Task brief:
Please return the lines of the data that contain "view".
BEGIN Exercise inputs
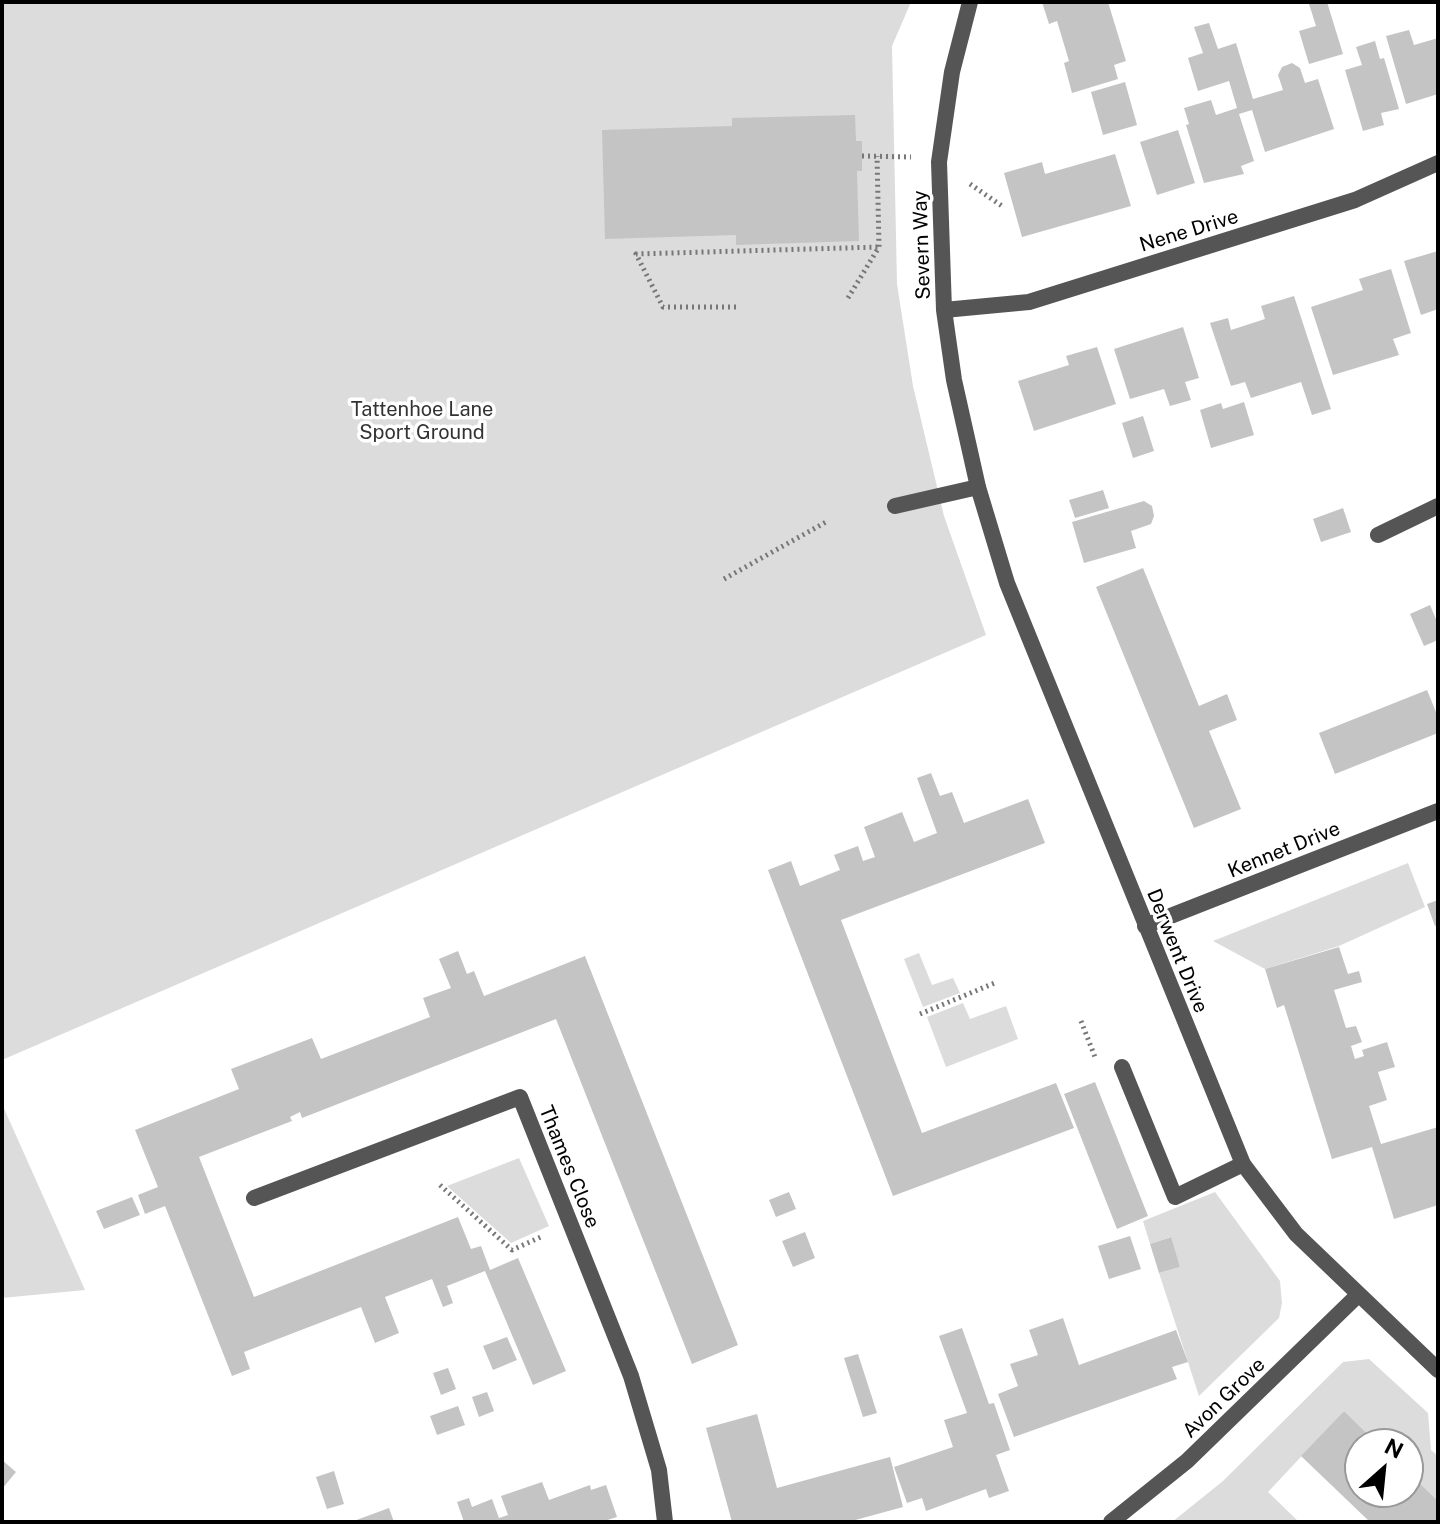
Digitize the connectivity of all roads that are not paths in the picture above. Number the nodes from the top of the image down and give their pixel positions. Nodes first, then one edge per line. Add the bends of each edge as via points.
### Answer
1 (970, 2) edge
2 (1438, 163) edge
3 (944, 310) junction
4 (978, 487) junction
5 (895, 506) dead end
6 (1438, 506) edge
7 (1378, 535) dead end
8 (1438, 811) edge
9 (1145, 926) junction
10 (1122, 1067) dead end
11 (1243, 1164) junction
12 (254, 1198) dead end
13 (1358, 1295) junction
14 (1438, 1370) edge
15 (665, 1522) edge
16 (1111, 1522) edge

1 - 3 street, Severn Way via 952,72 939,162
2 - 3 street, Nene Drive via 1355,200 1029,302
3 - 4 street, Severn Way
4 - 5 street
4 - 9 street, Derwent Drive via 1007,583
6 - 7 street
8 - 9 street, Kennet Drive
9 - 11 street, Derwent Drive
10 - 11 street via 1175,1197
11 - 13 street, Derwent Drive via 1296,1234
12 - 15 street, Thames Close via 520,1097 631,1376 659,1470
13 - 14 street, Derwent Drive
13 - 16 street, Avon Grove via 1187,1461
END Exercise inputs
BEGIN Exercise inputs
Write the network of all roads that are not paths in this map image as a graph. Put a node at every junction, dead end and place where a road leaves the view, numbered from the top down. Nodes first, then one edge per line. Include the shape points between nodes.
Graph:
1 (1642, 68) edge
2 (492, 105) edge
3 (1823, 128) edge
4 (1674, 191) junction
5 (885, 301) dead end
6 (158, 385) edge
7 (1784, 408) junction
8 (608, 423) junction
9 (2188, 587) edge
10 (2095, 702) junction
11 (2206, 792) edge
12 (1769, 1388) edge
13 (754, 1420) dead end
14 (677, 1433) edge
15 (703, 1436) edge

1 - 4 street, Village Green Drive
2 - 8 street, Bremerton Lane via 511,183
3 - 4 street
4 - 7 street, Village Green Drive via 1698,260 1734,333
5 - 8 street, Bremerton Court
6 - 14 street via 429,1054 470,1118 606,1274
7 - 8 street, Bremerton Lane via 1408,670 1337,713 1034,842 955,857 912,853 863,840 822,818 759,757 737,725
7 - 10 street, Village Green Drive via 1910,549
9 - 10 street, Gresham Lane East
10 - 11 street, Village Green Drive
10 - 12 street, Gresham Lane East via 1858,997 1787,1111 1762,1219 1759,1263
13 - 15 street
END Exercise inputs
BEGIN Exercise inputs
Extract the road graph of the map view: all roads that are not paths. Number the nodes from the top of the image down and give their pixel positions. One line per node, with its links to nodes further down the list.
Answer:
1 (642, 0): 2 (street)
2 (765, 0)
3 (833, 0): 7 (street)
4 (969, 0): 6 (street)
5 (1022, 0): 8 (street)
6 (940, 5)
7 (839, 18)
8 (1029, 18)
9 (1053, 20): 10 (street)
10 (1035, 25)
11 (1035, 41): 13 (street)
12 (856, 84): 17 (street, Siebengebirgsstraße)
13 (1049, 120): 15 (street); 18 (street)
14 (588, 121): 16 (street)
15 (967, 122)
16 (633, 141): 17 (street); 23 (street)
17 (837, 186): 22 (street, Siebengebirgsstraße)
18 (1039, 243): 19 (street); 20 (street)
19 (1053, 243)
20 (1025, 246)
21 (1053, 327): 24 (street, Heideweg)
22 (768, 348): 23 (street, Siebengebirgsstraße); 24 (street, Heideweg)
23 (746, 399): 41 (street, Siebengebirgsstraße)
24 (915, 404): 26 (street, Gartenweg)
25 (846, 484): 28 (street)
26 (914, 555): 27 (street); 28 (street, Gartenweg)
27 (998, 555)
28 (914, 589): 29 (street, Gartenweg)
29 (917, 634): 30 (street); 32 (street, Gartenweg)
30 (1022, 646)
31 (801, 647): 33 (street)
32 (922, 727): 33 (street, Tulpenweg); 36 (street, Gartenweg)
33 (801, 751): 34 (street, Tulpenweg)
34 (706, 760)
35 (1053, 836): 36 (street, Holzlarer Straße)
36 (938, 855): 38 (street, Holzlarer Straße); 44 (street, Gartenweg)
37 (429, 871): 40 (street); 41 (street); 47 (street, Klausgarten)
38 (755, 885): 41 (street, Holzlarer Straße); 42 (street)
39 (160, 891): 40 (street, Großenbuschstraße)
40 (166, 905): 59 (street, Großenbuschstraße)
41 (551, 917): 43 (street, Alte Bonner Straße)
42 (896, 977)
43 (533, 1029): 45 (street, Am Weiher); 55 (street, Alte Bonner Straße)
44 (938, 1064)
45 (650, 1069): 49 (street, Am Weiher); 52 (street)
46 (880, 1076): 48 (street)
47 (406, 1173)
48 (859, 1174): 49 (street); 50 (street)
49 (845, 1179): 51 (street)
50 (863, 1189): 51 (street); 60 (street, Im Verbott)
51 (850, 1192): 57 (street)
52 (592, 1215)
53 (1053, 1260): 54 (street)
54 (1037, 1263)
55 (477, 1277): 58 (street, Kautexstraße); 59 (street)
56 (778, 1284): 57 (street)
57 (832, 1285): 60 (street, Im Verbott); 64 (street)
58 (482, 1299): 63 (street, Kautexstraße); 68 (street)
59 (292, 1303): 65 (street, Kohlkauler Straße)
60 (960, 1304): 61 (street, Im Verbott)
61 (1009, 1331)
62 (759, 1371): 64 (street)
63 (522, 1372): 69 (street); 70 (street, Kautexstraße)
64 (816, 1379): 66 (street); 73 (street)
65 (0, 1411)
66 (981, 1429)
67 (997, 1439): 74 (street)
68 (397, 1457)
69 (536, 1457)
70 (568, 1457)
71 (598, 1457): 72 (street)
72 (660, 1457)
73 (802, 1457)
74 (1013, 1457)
END Exercise inputs
Answer to this exercise:
Write the network of all roads that are not paths in this map image as a graph. Put a node at every junction, dead end and place where a road leaves the view, numbered from the top down. Nodes first, then one edge per line. Include the shape points between nodes.
Extract the road graph of the map view: all roads that are not paths. Number the nodes from the top of the image down and give their pixel positions. One line per node, with its links to nodes further down the list.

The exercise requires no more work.